I tried using 'Skyvern', which uses LLM and computer vision to automate browser-based workflows, and unlike code, there is no need to rewrite it every time a website changes



Skyvern is a tool that automates the workflow of using a browser by instructing AI with text. Unlike automating with code, it can handle slight changes in the structure of a website without any problems. Although it is a paid service, at the time of writing, it was said that creating an account would give you a credit of $5 (about 770 yen), so I actually tried to check its usability.

Skyvern - Automate Browser-Based Workflows with AI

https://www.skyvern.com/

GitHub - Skyvern-AI/skyvern: Automate browser-based workflows with LLMs and Computer Vision
https://github.com/Skyvern-AI/Skyvern


Skyvern is open source and can be self-hosted using Docker, but this time we will use the cloud service version developed by Skyvern. Visit the Skyvern page and click 'Get Started'.
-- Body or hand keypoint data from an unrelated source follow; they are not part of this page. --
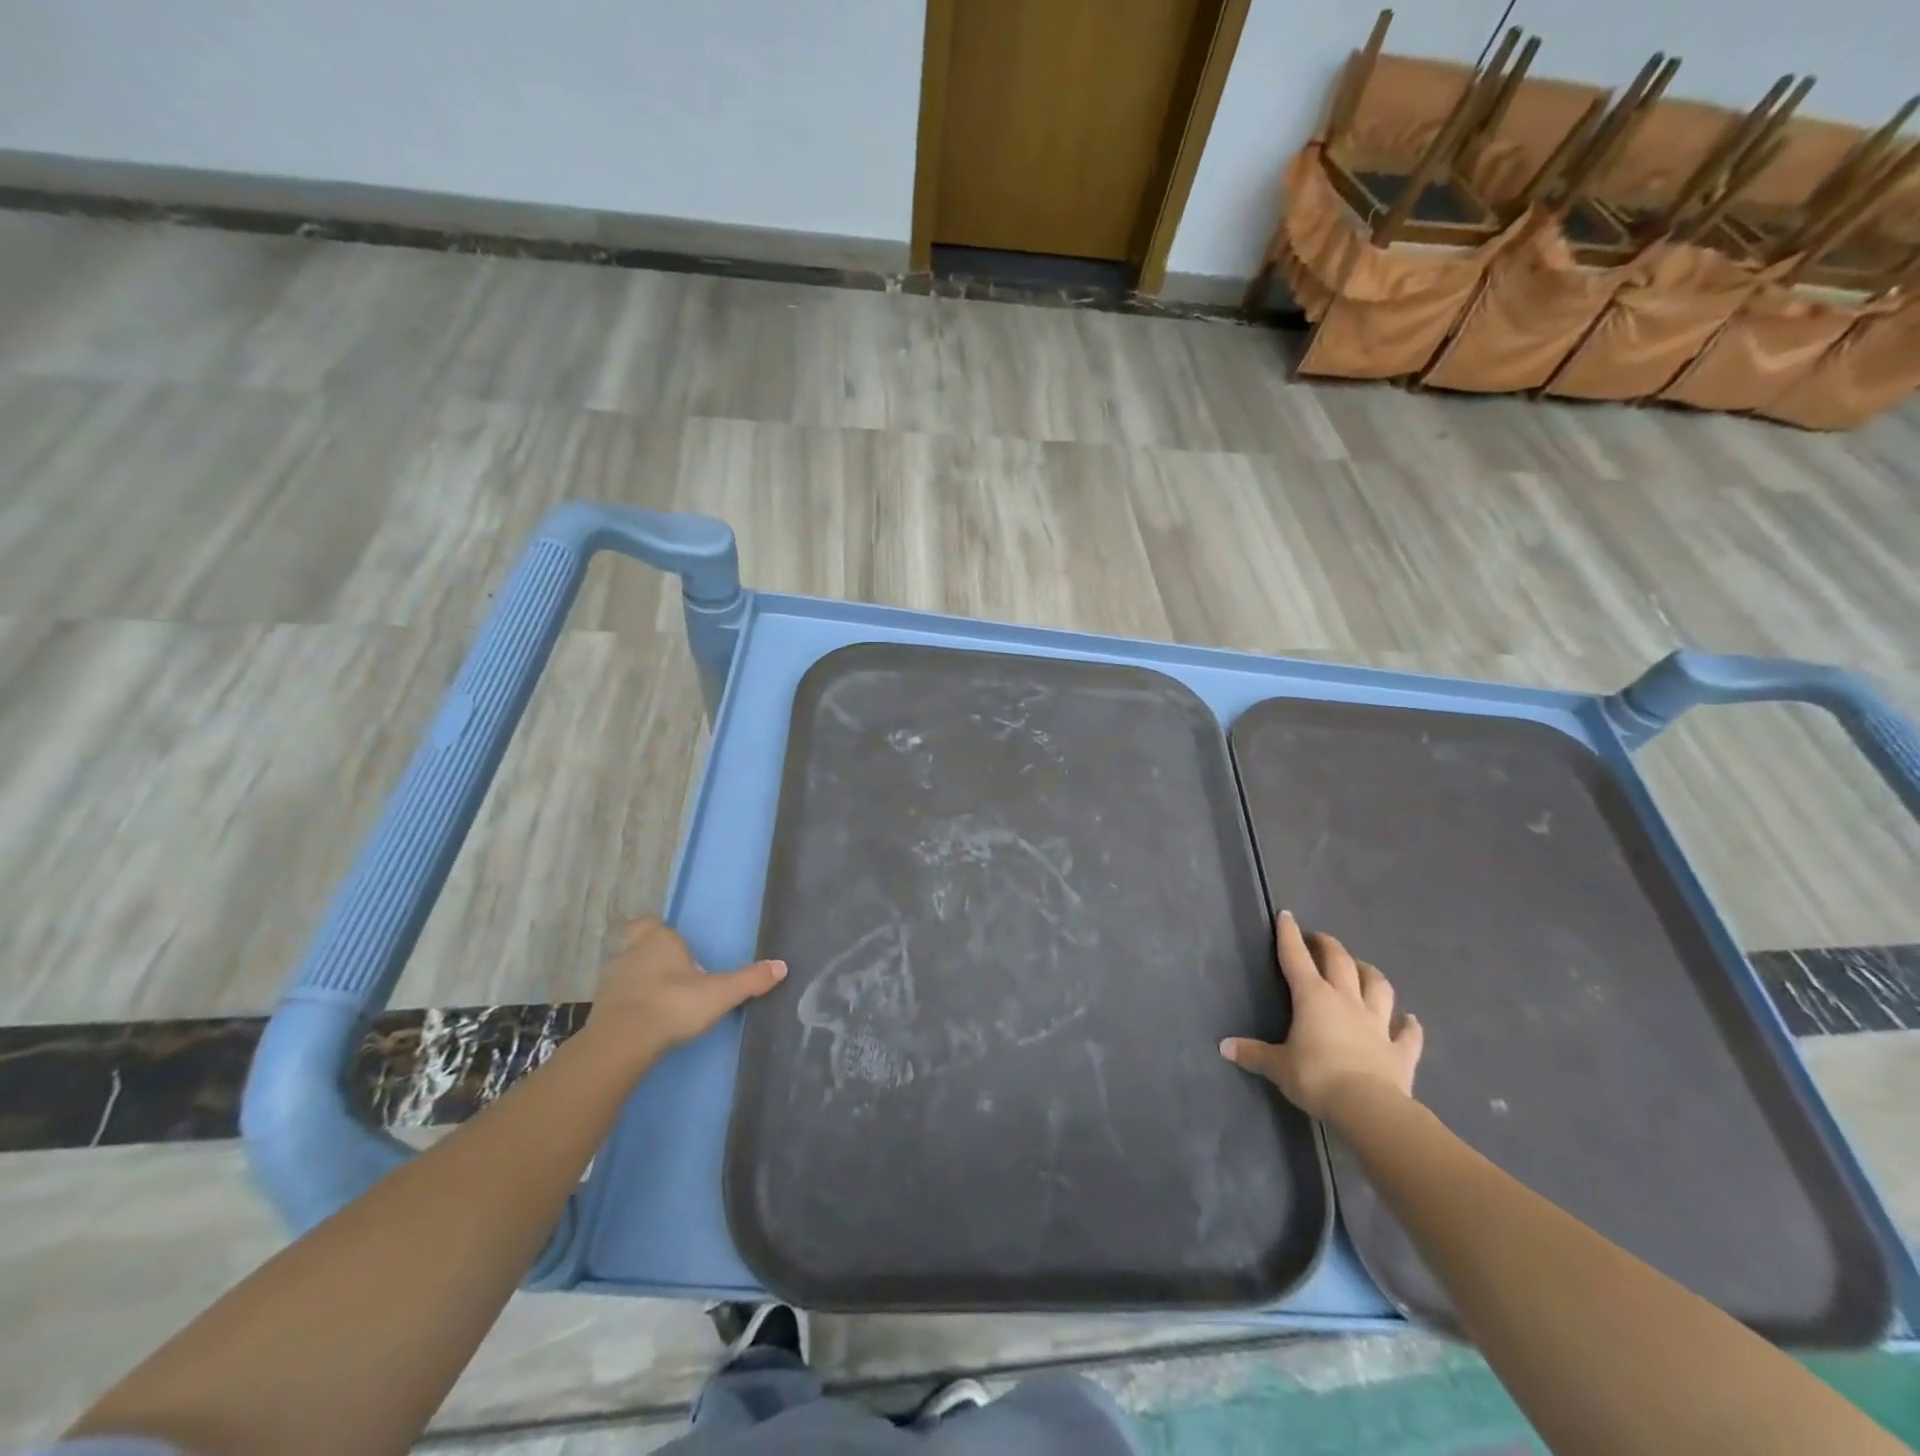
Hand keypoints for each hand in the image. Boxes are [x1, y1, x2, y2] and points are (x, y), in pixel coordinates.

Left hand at [586, 917, 786, 1057]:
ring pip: (627, 973)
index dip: (656, 930)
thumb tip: (781, 966)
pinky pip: (618, 1000)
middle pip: (638, 947)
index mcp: (658, 940)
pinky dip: (630, 1006)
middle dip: (653, 958)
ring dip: (641, 983)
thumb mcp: (720, 993)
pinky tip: (646, 1021)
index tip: (671, 943)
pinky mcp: (600, 1010)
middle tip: (675, 973)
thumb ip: (750, 979)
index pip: (648, 923)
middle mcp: (630, 954)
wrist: (623, 1041)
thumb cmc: (674, 1004)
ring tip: (664, 1000)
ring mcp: (610, 982)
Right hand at [1220, 911, 1422, 1118]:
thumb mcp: (1277, 1066)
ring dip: (1370, 974)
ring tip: (1362, 968)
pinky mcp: (1401, 1051)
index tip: (1287, 916)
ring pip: (1378, 987)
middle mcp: (1346, 1001)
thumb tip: (1224, 1047)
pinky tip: (1411, 1020)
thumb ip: (1253, 1054)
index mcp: (1313, 997)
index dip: (1289, 935)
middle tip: (1319, 940)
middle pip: (1340, 962)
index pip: (1296, 957)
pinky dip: (1410, 1026)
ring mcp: (1377, 1024)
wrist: (1368, 1108)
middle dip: (1328, 946)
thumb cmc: (1316, 1078)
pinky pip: (1408, 1034)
Click 'Sign up' to create an account.



This time, we will use a Google account. Click 'Continue with Google'.



Click the account you want to log in with.



Click “Next”.



The account creation was successful. Enter the task you want to perform on Skyvern. In this example, I entered 'Search for 'Nikkei Stock Average' in Google Finance. The task will be completed when you get the latest closing price,' and clicked the paper airplane icon on the right.



The AI will automatically convert it into a Skyvern task format. Check that the URL and instructions are as intended, then click 'Run.'



The task has been created. Click 'View'.



The task will be in a 'running' state, and you will be able to see the AI's operation in real time.



The task was completed in about 5 minutes. The closing price information of the Nikkei Stock Average was properly extracted under the name 'latest_closing_price'. The number of steps required to complete the task was 2, and the number of actions was 4. The fee for the cloud version of Skyvern is

0.1 dollars (about 15 yen) per processed page , and since only one page was processed this time, the fee was 0.1 dollars (about 15 yen).



The actions performed by Skyvern are displayed in the bottom right, and clicking them will show a screenshot of the action taken. This is useful for quickly identifying which action failed when a task doesn't work properly. In this case, the two actions 'Text input' and 'Click' were marked as 'Fail' for some reason, but the operation was successful.



In the 'Recording' tab, you can see the entire operation by AI in video format. According to the video time, it seems that it took the AI 4 minutes and 17 seconds to complete the task.



In 'Parameters', you can check the parameters that were set during operation. If the task fails, you can edit these parameters and run it again.



The 'Diagnostics' tab stores data on the processing performed internally by Skyvern. Looking at 'LLM Request (Raw)', it appears that OpenAI's GPT-4o mini model is running behind Skyvern.



Skyvern itself does not have built-in AI, so if you self-host Skyvern, you will need to prepare some kind of AI yourself. According to the documentation, the supported AI models are as follows:

OpenAI: 'gpt4-turbo' 'gpt-4o' 'gpt-4o-mini'
Anthropic: “Claude 3 (Haiku・Sonnet・Opus)” “Claude 3.5 (Sonnet)”
Azure OpenAI: All GPT models
AWS Bedrock: “Claude 3 (Haiku・Sonnet・Opus)” “Claude 3.5 (Sonnet)”

In addition, support for 'Ollama', 'Gemini', and 'Llama 3.2' is planned for the near future.

Let's try a slightly more complicated task. This time, I entered the prompt, 'Log in to Amazon.co.jp and check your purchase history. The task will be completed when you get the data of your most recent purchases,' and clicked the button with the paper airplane mark.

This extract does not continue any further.